[Opening DATASET EXTRACT section]

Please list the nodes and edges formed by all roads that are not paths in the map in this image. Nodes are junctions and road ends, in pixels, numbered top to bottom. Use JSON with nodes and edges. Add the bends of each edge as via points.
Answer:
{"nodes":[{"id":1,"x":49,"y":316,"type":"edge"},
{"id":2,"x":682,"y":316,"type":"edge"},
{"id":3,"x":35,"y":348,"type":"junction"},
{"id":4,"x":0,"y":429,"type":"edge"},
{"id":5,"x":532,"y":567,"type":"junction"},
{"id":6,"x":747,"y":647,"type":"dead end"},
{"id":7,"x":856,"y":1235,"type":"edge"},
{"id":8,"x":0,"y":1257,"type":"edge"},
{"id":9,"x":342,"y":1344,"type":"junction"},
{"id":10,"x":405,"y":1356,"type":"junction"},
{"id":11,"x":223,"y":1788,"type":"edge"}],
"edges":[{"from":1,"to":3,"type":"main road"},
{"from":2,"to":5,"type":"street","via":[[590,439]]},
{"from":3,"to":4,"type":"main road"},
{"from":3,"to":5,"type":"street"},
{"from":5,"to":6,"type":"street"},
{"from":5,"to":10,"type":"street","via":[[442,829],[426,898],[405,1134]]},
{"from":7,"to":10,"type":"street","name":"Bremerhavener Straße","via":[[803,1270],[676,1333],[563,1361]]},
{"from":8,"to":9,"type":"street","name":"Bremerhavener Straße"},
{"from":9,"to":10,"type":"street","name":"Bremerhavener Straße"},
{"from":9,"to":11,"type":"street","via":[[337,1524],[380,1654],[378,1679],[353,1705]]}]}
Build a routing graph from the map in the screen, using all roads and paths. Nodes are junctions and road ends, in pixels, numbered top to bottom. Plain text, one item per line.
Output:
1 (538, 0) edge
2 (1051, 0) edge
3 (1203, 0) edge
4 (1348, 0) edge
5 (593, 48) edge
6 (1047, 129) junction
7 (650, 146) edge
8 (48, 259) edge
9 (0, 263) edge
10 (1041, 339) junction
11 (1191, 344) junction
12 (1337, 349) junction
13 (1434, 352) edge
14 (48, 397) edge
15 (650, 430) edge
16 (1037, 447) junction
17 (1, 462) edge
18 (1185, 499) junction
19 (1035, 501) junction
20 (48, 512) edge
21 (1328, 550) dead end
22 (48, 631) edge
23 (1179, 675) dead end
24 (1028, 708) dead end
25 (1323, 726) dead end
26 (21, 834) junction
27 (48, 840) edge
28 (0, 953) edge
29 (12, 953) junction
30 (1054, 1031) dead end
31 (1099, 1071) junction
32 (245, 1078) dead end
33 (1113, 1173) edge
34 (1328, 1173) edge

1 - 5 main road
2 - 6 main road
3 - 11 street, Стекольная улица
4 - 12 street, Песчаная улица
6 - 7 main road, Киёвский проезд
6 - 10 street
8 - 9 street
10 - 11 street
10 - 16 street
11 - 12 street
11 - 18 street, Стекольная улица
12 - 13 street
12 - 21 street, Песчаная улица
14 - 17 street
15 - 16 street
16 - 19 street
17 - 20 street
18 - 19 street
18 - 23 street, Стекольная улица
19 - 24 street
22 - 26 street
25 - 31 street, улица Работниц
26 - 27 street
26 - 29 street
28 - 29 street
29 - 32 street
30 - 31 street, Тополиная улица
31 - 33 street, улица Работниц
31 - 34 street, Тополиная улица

[Closing DATASET EXTRACT section]

Copy out the lines above that hold the string "ends".

Please list the nodes and edges formed by all roads that are not paths in the map in this image. Nodes are junctions and road ends, in pixels, numbered top to bottom. Use JSON with nodes and edges. Add the bends of each edge as via points.
Build a routing graph from the map in the screen, using all roads and paths. Nodes are junctions and road ends, in pixels, numbered top to bottom. Plain text, one item per line.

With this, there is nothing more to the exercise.